The obvious explanation is that this is one of the most complex systems known to contemporary society. Hospitals, in particular, are considered to be extraordinarily complicated organizations. Yet when considered one element at a time, their complexity seems to fall away. Put differently, even the most intricate medical intervention, no matter how difficult to execute, can be easily understood by the intelligent lay person. True, a good deal of the technology of medicine is "high." But most of that is delivered in small, disconnected applications. (Compare all this with the operating processes of a nuclear power plant.) Why, then, does everything become so convoluted when these elements are embedded in an organizational context, and these organizations, in turn, are woven into a social context? Why is overall social control of this system so enormously difficult to effect?

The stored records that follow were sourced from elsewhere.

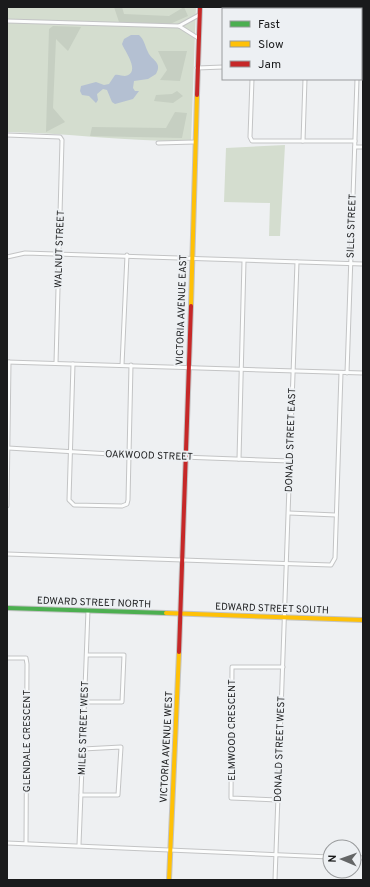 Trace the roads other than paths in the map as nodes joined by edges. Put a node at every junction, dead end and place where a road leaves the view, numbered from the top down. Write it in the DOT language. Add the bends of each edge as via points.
graph roads {
  1 [pos="200,7"];
  2 [pos="199,15"];
  3 [pos="7,21"];
  4 [pos="179,26"];
  5 [pos="198,38"];
  6 [pos="222,67"];
  7 [pos="197,68"];
  8 [pos="252,80"];
  9 [pos="305,80"];
  10 [pos="358,80"];
  11 [pos="7,135"];
  12 [pos="304,141"];
  13 [pos="195,142"];
  14 [pos="355,142"];
  15 [pos="158,143"];
  16 [pos="355,147"];
  17 [pos="363,147"];
  18 [pos="60,254"];
  19 [pos="127,255"];
  20 [pos="7,257"];
  21 [pos="191,258"];
  22 [pos="244,261"];
  23 [pos="297,262"];
  24 [pos="351,264"];
  25 [pos="363,264"];
  26 [pos="8,362"];
  27 [pos="56,363"];
  28 [pos="73,364"];
  29 [pos="122,365"];
  30 [pos="131,365"];
  31 [pos="188,367"];
  32 [pos="240,369"];
  33 [pos="293,371"];
  34 [pos="341,373"];
  35 [pos="347,373"];
  36 [pos="363,373"];
  37 [pos="8,448"];
  38 [pos="71,453"];
  39 [pos="128,455"];
  40 [pos="184,457"];
  41 [pos="239,459"];
  42 [pos="290,461"];
  43 [pos="7,506"];
  44 [pos="289,513"];
  45 [pos="336,515"];
  46 [pos="7,554"];
  47 [pos="182,561"];
  48 [pos="288,565"];
  49 [pos="7,608"];
  50 [pos="88,610"];
  51 [pos="181,614"];
  52 [pos="286,618"];
  53 [pos="363,620"];
  54 [pos="87,655"];
  55 [pos="7,658"];
  56 [pos="283,667"];
  57 [pos="86,702"];
  58 [pos="83,749"];
  59 [pos="82,795"];
  60 [pos="278,800"];
  61 [pos="7,843"];
  62 [pos="26,843"];
  63 [pos="79,845"];
  64 [pos="170,851"];
  65 [pos="276,855"];
  66 [pos="322,857"];
  67 [pos="169,880"];
  68 [pos="275,880"];
  1 -- 2 [label="street, VICTORIA AVENUE EAST"];
  2 -- 4 [label="street"];
  2 -- 5 [label="street, VICTORIA AVENUE EAST"];
  3 -- 4 [label="street"];
  4 -- 5 [label="street"];
  5 -- 7 [label="street, VICTORIA AVENUE EAST"];
  6 -- 7 [label="street"];
  7 -- 13 [label="street, VICTORIA AVENUE EAST"];
  8 -- 12 [label="street" via="252,141"];
  9 -- 12 [label="street"];
  10 -- 14 [label="street, SILLS STREET"];
  11 -- 18 [label="street, WALNUT STREET" via="59,137 62,140"];
  12 -- 14 [label="street"];
  13 -- 15 [label="street"];
  13 -- 21 [label="street, VICTORIA AVENUE EAST"];
  14 -- 16 [label="street, SILLS STREET"];
  16 -- 17 [label="street"];
  16 -- 24 [label="street, SILLS STREET"];
  18 -- 19 [label="street"];
  18 -- 20 [label="street" via="25,253"];
  18 -- 27 [label="street, WALNUT STREET"];
  19 -- 21 [label="street"];
  19 -- 29 [label="street"];
  21 -- 22 [label="street"];
  21 -- 31 [label="street, VICTORIA AVENUE EAST"];
  22 -- 23 [label="street"];
  22 -- 32 [label="street"];
  23 -- 24 [label="street"];
  23 -- 33 [label="street, DONALD STREET EAST"];
  24 -- 25 [label="street"];
  24 -- 35 [label="street, SILLS STREET"];
  26 -- 27 [label="street"];
  26 -- 37 [label="street"];
  27 -- 28 [label="street"];
  28 -- 29 [label="street"];
  28 -- 38 [label="street"];
  29 -- 30 [label="street"];
  30 -- 31 [label="street"];
  30 -- 39 [label="street"];
  31 -- 32 [label="street"];
  31 -- 40 [label="street, VICTORIA AVENUE EAST"];
  32 -- 33 [label="street"];
  32 -- 41 [label="street"];
  33 -- 34 [label="street"];
  33 -- 42 [label="street, DONALD STREET EAST"];
  34 -- 35 [label="street"];
  34 -- 45 [label="street"];
  35 -- 36 [label="street"];
  37 -- 38 [label="street, OAKWOOD STREET"];
  37 -- 43 [label="street"];
  38 -- 39 [label="street, OAKWOOD STREET"];
  38 -- 39 [label="street" via="69,500 74,505 127,504"];
  39 -- 40 [label="street, OAKWOOD STREET"];
  40 -- 41 [label="street, OAKWOOD STREET"];
  40 -- 47 [label="street, VICTORIA AVENUE EAST"];
  41 -- 42 [label="street, OAKWOOD STREET"];
  42 -- 44 [label="street, DONALD STREET EAST"];
  44 -- 45 [label="street"];
  44 -- 48 [label="street, DONALD STREET EAST"];
  45 -- 48 [label="street" via="334,563 328,566"];
  46 -- 47 [label="street"];
  47 -- 48 [label="street"];
  47 -- 51 [label="street, VICTORIA AVENUE EAST"];
  48 -- 52 [label="street, DONALD STREET EAST"];
  49 -- 50 [label="street, EDWARD STREET NORTH"];
  50 -- 51 [label="street, EDWARD STREET NORTH"];
  50 -- 54 [label="street, MILES STREET WEST"];
  51 -- 52 [label="street, EDWARD STREET SOUTH"];
  51 -- 64 [label="street, VICTORIA AVENUE WEST"];
  52 -- 53 [label="street, EDWARD STREET SOUTH"];
  52 -- 56 [label="street, DONALD STREET WEST"];
  54 -- 57 [label="street, MILES STREET WEST"];
  54 -- 57 [label="street" via="124,655 122,702"];
  55 -- 62 [label="street, GLENDALE CRESCENT" via="26,658 27,664"];
  56 -- 60 [label="street, DONALD STREET WEST"];
  56 -- 60 [label="street, ELMWOOD CRESCENT" via="232,667 231,798"];
  57 -- 58 [label="street, MILES STREET WEST"];
  58 -- 59 [label="street, MILES STREET WEST"];
  58 -- 59 [label="street" via="121,747 118,795"];
  59 -- 63 [label="street, MILES STREET WEST"];
  60 -- 65 [label="street, DONALD STREET WEST"];
  61 -- 62 [label="street"];
  62 -- 63 [label="street"];
  63 -- 64 [label="street"];
  64 -- 65 [label="street"];
  64 -- 67 [label="street, VICTORIA AVENUE WEST"];
  65 -- 66 [label="street"];
  65 -- 68 [label="street, DONALD STREET WEST"];
}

We address these issues by introducing an integrative framework designed to help sort out this complexity. In our view, the "world" of health care has, in fact, long been differentiated into four different worlds—four sets of activities, four ways of organizing, four unreconciled mindsets. So long as these remain disconnected, in our opinion nothing fundamental will change. Our intention here is not to propose definitive solutions to these problems so much as to promote a new mindset whereby they can more easily be solved.
In Part I, we begin by identifying these four worlds, discussing the characteristics of each, especially their differentiation, and considering some of their dynamic relationships. Then in Part II, we address the fundamental management problems in the system, and in so doing, seek to stimulate more creative discussion of possible solutions.